Reproduce each line from the records that holds "path".

*** Opening Data section ***

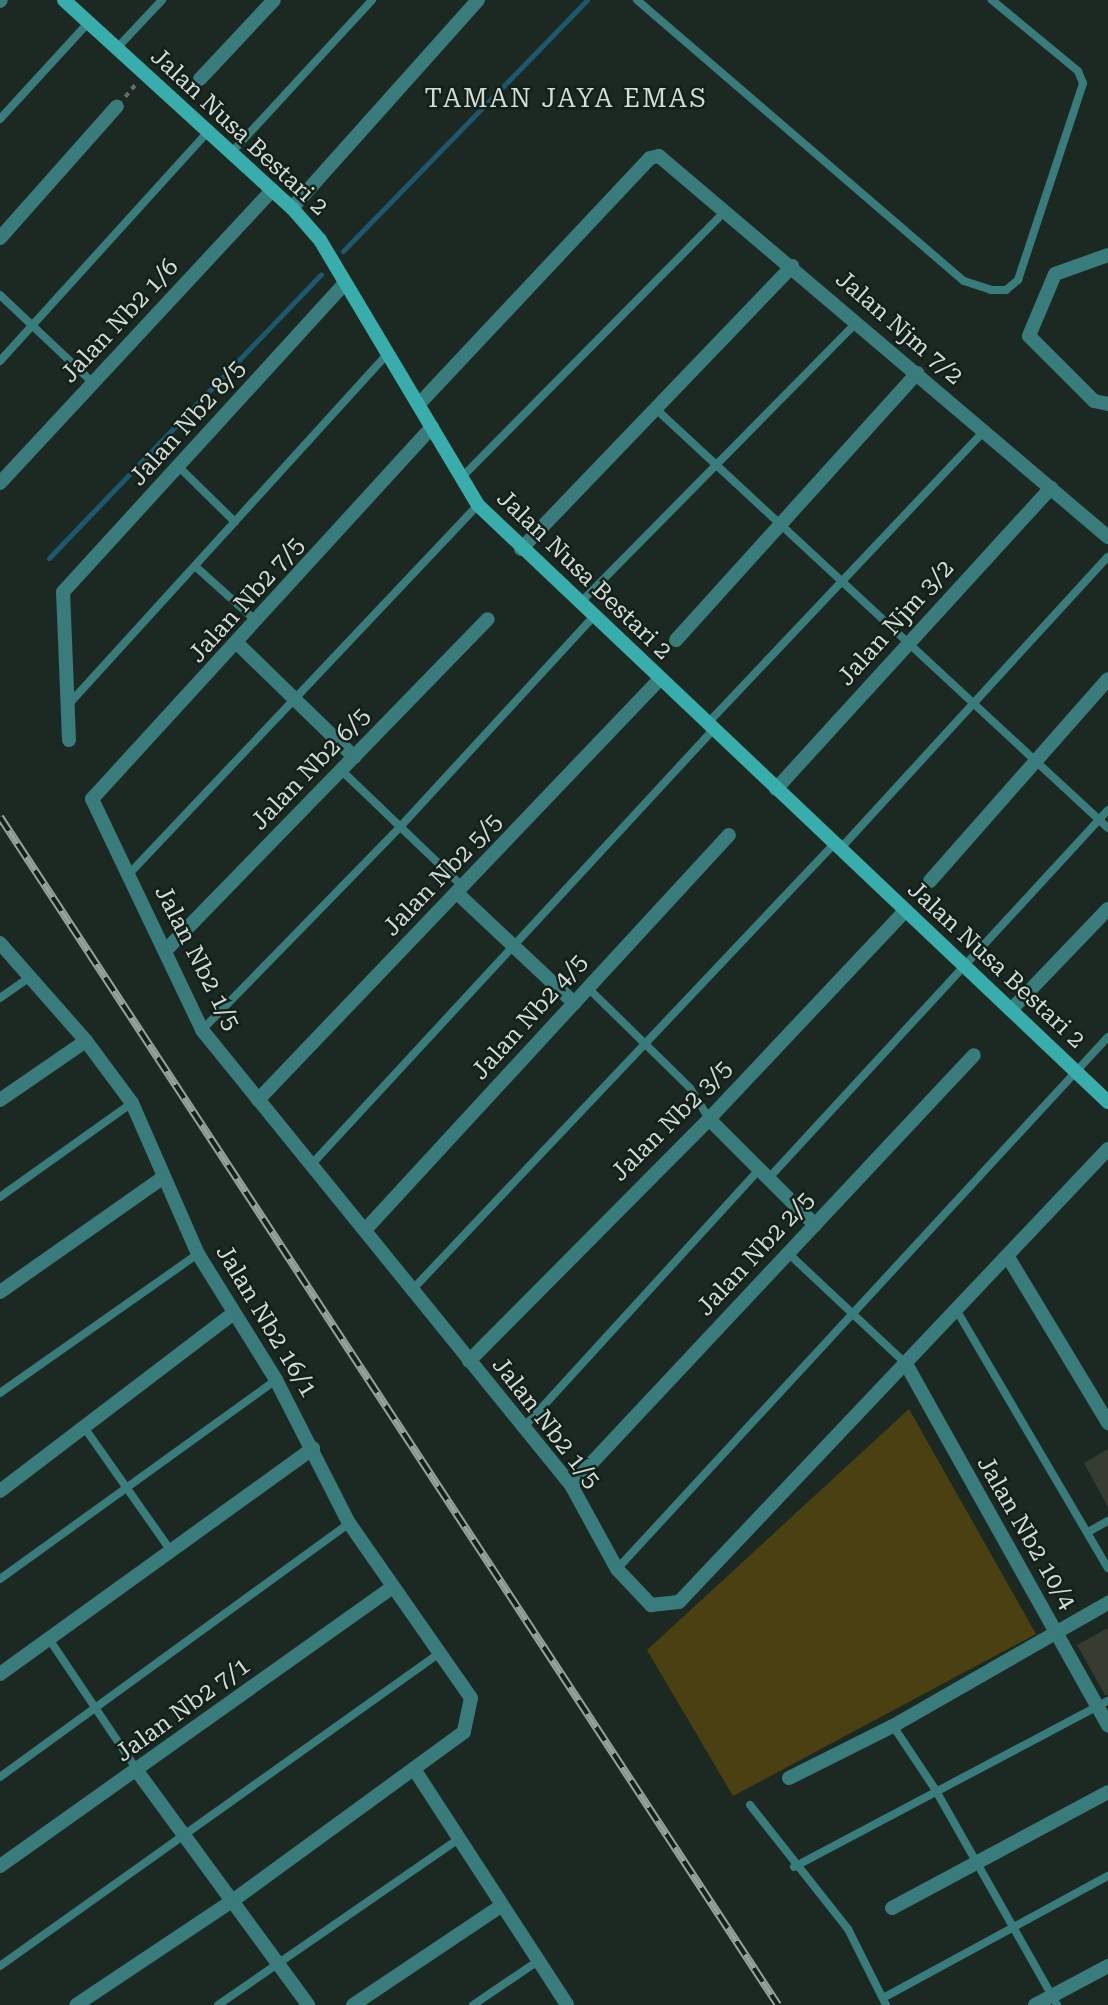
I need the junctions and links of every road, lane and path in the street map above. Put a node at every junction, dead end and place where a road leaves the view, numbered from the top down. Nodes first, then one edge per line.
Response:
1 (64, 0) edge
2 (162, 0) edge
3 (274, 0) edge
4 (372, 0) edge
5 (478, 0) edge
6 (637, 0) edge
7 (992, 0) edge
8 (89, 22) junction
9 (117, 48) junction
10 (145, 74) junction
11 (200, 79) dead end
12 (117, 106) joint
13 (0, 120) edge
14 (208, 132) junction
15 (232, 153) junction
16 (272, 190) junction
17 (292, 208) junction
18 (727, 209) junction
19 (0, 238) edge
20 (1108, 255) edge
21 (793, 266) junction
22 (345, 283) junction
23 (0, 295) edge
24 (858, 322) junction
25 (32, 326) junction
26 (387, 355) junction
27 (0, 361) edge
28 (917, 373) junction
29 (93, 383) junction
30 (419, 404) junction
31 (1107, 404) edge
32 (657, 410) junction
33 (432, 427) junction
34 (984, 430) junction
35 (717, 465) junction
36 (180, 468) junction
37 (462, 477) junction
38 (0, 483) edge
39 (1051, 488) junction
40 (478, 505) junction
41 (235, 522) junction
42 (780, 524) junction
43 (1108, 537) edge
44 (521, 549) junction
45 (1108, 557) edge
46 (195, 566) junction
47 (842, 581) junction
48 (579, 604) junction
49 (593, 617) junction
50 (488, 619) dead end
51 (258, 624) junction
52 (676, 640) dead end
53 (908, 642) junction
54 (239, 645) junction
55 (1108, 679) edge
56 (659, 680) junction
57 (296, 701) junction
58 (974, 704) junction
59 (66, 707) junction
60 (710, 727) junction
61 (69, 740) dead end
62 (354, 757) junction
63 (1033, 758) junction
64 (341, 770) junction
65 (776, 789) junction
66 (92, 799) joint
67 (1108, 810) edge
68 (1100, 820) junction
69 (400, 827) junction
70 (1108, 828) edge
71 (729, 835) dead end
72 (837, 847) junction
73 (129, 874) junction
74 (929, 881) dead end
75 (460, 890) junction
76 (1108, 909) edge
77 (905, 911) junction
78 (0, 943) edge
79 (512, 943) junction
80 (167, 950) junction
81 (964, 966) junction
82 (32, 976) junction
83 (587, 987) junction
84 (0, 999) edge
85 (575, 1003) junction
86 (1011, 1010) junction
87 (202, 1030) junction
88 (1108, 1037) edge
89 (86, 1041) junction
90 (646, 1044) junction
91 (974, 1055) dead end
92 (1076, 1072) junction
93 (0, 1100) edge
94 (258, 1100) junction
95 (1108, 1102) edge
96 (132, 1103) junction
97 (709, 1119) junction
98 (1108, 1149) edge
99 (310, 1165) junction
100 (763, 1175) junction
101 (162, 1178) junction
102 (0, 1197) edge
103 (815, 1225) junction
104 (365, 1230) junction
105 (198, 1254) junction
106 (788, 1254) junction
107 (1008, 1257) junction
108 (412, 1290) junction
109 (0, 1292) edge
110 (957, 1311) junction
111 (234, 1313) junction
112 (852, 1314) junction
113 (469, 1361) junction
114 (906, 1364) junction
115 (276, 1380) junction
116 (0, 1393) edge
117 (1108, 1423) edge
118 (525, 1426) junction
119 (86, 1430) junction
120 (313, 1448) junction
121 (571, 1485) junction
122 (128, 1488) junction
123 (0, 1491) edge
124 (1108, 1521) edge
125 (349, 1523) junction
126 (1088, 1532) junction
127 (171, 1551) junction
128 (1108, 1568) edge
129 (617, 1569) junction
130 (0, 1579) edge
131 (391, 1588) junction
132 (1108, 1603) edge
133 (1058, 1633) junction
134 (49, 1639) junction
135 (441, 1652) junction
136 (0, 1674) edge
137 (1103, 1703) edge
138 (95, 1708) junction
139 (1108, 1725) edge
140 (893, 1726) junction
141 (414, 1769) junction
142 (137, 1771) junction
143 (0, 1777) edge
144 (789, 1778) dead end
145 (935, 1789) junction
146 (1108, 1792) edge
147 (750, 1805) dead end
148 (184, 1835) junction
149 (459, 1839) junction
150 (973, 1862) junction
151 (0, 1866) edge
152 (794, 1867) junction
153 (1108, 1876) edge
154 (232, 1901) junction
155 (501, 1906) junction
156 (892, 1908) dead end
157 (1012, 1927) junction
158 (538, 1961) junction
159 (278, 1965) junction
160 (0, 1966) edge
161 (1108, 1966) edge
162 (1054, 2000) edge
163 (885, 2002) edge
164 (76, 2005) edge
165 (218, 2005) edge
166 (308, 2005) edge
167 (353, 2005) edge
168 (473, 2005) edge
169 (566, 2005) edge
170 (1035, 2005) edge

1 - 8 street, Jalan Nusa Bestari 2
2 - 9 lane
3 - 11 street
4 - 15 lane
5 - 17 street
6 - 7 lane
8 - 9 street, Jalan Nusa Bestari 2
8 - 13 lane
9 - 10 street, Jalan Nusa Bestari 2
10 - 12 path
10 - 14 street, Jalan Nusa Bestari 2
12 - 19 street
14 - 15 street, Jalan Nusa Bestari 2
14 - 25 lane
15 - 16 street, Jalan Nusa Bestari 2
16 - 17 street, Jalan Nusa Bestari 2
16 - 29 street, Jalan Nb2 1/6
17 - 22 street, Jalan Nusa Bestari 2
18 - 21 street, Jalan Njm 7/2
18 - 30 street, Jalan Njm 7/2
18 - 37 lane
20 - 31 street
21 - 24 street, Jalan Njm 7/2
21 - 32 street
22 - 26 street, Jalan Nusa Bestari 2
22 - 36 street, Jalan Nb2 8/5
23 - 25 lane
24 - 28 street, Jalan Njm 7/2
24 - 35 lane
25 - 27 lane
25 - 29 lane
26 - 30 street, Jalan Nusa Bestari 2
26 - 41 lane
28 - 34 street, Jalan Njm 7/2
28 - 42 street
29 - 38 street, Jalan Nb2 1/6
30 - 33 street, Jalan Nusa Bestari 2
32 - 35 lane
32 - 44 street
33 - 37 street, Jalan Nusa Bestari 2
33 - 51 street, Jalan Nb2 7/5
34 - 39 street, Jalan Njm 7/2
34 - 47 lane
35 - 42 lane
35 - 48 lane
36 - 41 lane
36 - 59 street, Jalan Nb2 8/5
37 - 40 street, Jalan Nusa Bestari 2
39 - 43 street, Jalan Njm 7/2
39 - 53 street, Jalan Njm 3/2
40 - 44 street, Jalan Nusa Bestari 2
40 - 57 lane
41 - 46 lane
42 - 47 lane
42 - 52 street
44 - 48 street, Jalan Nusa Bestari 2
45 - 58 lane
46 - 51 lane
46 - 59 lane
47 - 53 lane
47 - 60 lane
48 - 49 street, Jalan Nusa Bestari 2
49 - 56 street, Jalan Nusa Bestari 2
49 - 69 lane
50 - 62 street, Jalan Nb2 6/5
51 - 54 street, Jalan Nb2 7/5
53 - 58 lane
53 - 65 street, Jalan Njm 3/2
54 - 57 street
54 - 66 street, Jalan Nb2 7/5
55 - 63 street
56 - 60 street, Jalan Nusa Bestari 2
56 - 75 street, Jalan Nb2 5/5
57 - 62 street
57 - 73 lane
58 - 63 lane
58 - 72 lane
59 - 61 street
60 - 65 street, Jalan Nusa Bestari 2
60 - 79 lane
62 - 64 street, Jalan Nb2 6/5
63 - 68 lane
63 - 74 street
64 - 69 lane
64 - 80 street, Jalan Nb2 6/5
65 - 72 street, Jalan Nusa Bestari 2
66 - 73 street, Jalan Nb2 1/5
67 - 68 lane
68 - 70 lane
68 - 81 lane
69 - 75 lane
69 - 87 lane
71 - 83 street, Jalan Nb2 4/5
72 - 77 street, Jalan Nusa Bestari 2
72 - 90 lane
73 - 80 street, Jalan Nb2 1/5
75 - 79 street
75 - 94 street, Jalan Nb2 5/5
76 - 86 street
77 - 81 street, Jalan Nusa Bestari 2
77 - 97 street, Jalan Nb2 3/5
78 - 82 street, Jalan Nb2 16/1
79 - 85 street
79 - 99 lane
80 - 87 street, Jalan Nb2 1/5
81 - 86 street, Jalan Nusa Bestari 2
81 - 100 lane
82 - 84 lane
82 - 89 street, Jalan Nb2 16/1
83 - 85 street, Jalan Nb2 4/5
83 - 90 lane
85 - 104 street, Jalan Nb2 4/5
86 - 92 street, Jalan Nusa Bestari 2
87 - 94 street, Jalan Nb2 1/5
88 - 92 lane
89 - 93 street
89 - 96 street, Jalan Nb2 16/1
90 - 97 lane
90 - 108 lane
91 - 103 street, Jalan Nb2 2/5
92 - 95 street, Jalan Nusa Bestari 2
92 - 112 lane
94 - 99 street, Jalan Nb2 1/5
96 - 101 street, Jalan Nb2 16/1
96 - 102 lane
97 - 100 street
97 - 113 street, Jalan Nb2 3/5
98 - 107 street, Jalan Nb2 1/5
99 - 104 street, Jalan Nb2 1/5
100 - 103 street
100 - 118 lane
101 - 105 street, Jalan Nb2 16/1
101 - 109 street
103 - 106 street, Jalan Nb2 2/5
104 - 108 street, Jalan Nb2 1/5
105 - 111 street, Jalan Nb2 16/1
105 - 116 lane
106 - 112 lane
106 - 121 street, Jalan Nb2 2/5
107 - 110 street, Jalan Nb2 1/5
107 - 117 street
108 - 113 street, Jalan Nb2 1/5
110 - 114 street, Jalan Nb2 1/5
110 - 126 lane
111 - 115 street, Jalan Nb2 16/1
111 - 119 street
112 - 114 lane
112 - 129 lane
113 - 118 street, Jalan Nb2 1/5
114 - 129 street, Jalan Nb2 1/5
114 - 133 street, Jalan Nb2 10/4
115 - 120 street, Jalan Nb2 16/1
115 - 122 lane
118 - 121 street, Jalan Nb2 1/5
119 - 122 lane
119 - 123 street
120 - 125 street, Jalan Nb2 16/1
120 - 127 street
121 - 129 street, Jalan Nb2 1/5
122 - 127 lane
122 - 130 lane
124 - 126 lane
125 - 131 street, Jalan Nb2 16/1
125 - 138 lane
126 - 128 lane
127 - 134 street
131 - 135 street, Jalan Nb2 16/1
131 - 142 street, Jalan Nb2 7/1
132 - 133 street
133 - 137 street, Jalan Nb2 10/4
133 - 140 street
134 - 136 street
134 - 138 lane
135 - 141 street, Jalan Nb2 16/1
135 - 148 lane
137 - 139 street, Jalan Nb2 10/4
137 - 145 lane
138 - 142 lane
138 - 143 lane
140 - 144 street
140 - 145 lane
141 - 149 street
141 - 154 street
142 - 148 street
142 - 151 street, Jalan Nb2 7/1
145 - 150 lane
145 - 152 lane
146 - 150 street
147 - 152 lane
148 - 154 street
148 - 160 lane
149 - 155 street
149 - 159 lane
150 - 156 street
150 - 157 lane
152 - 163 lane
153 - 157 lane
154 - 159 street
154 - 164 street
155 - 158 street
155 - 167 street
157 - 162 lane
157 - 163 lane
158 - 168 lane
158 - 169 street
159 - 165 lane
159 - 166 street
161 - 162 street
162 - 170 street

*** Closing Data section ***

-- Solved problem --
I need the junctions and links of every road, lane and path in the street map above. Put a node at every junction, dead end and place where a road leaves the view, numbered from the top down. Nodes first, then one edge per line.
10 - 12 path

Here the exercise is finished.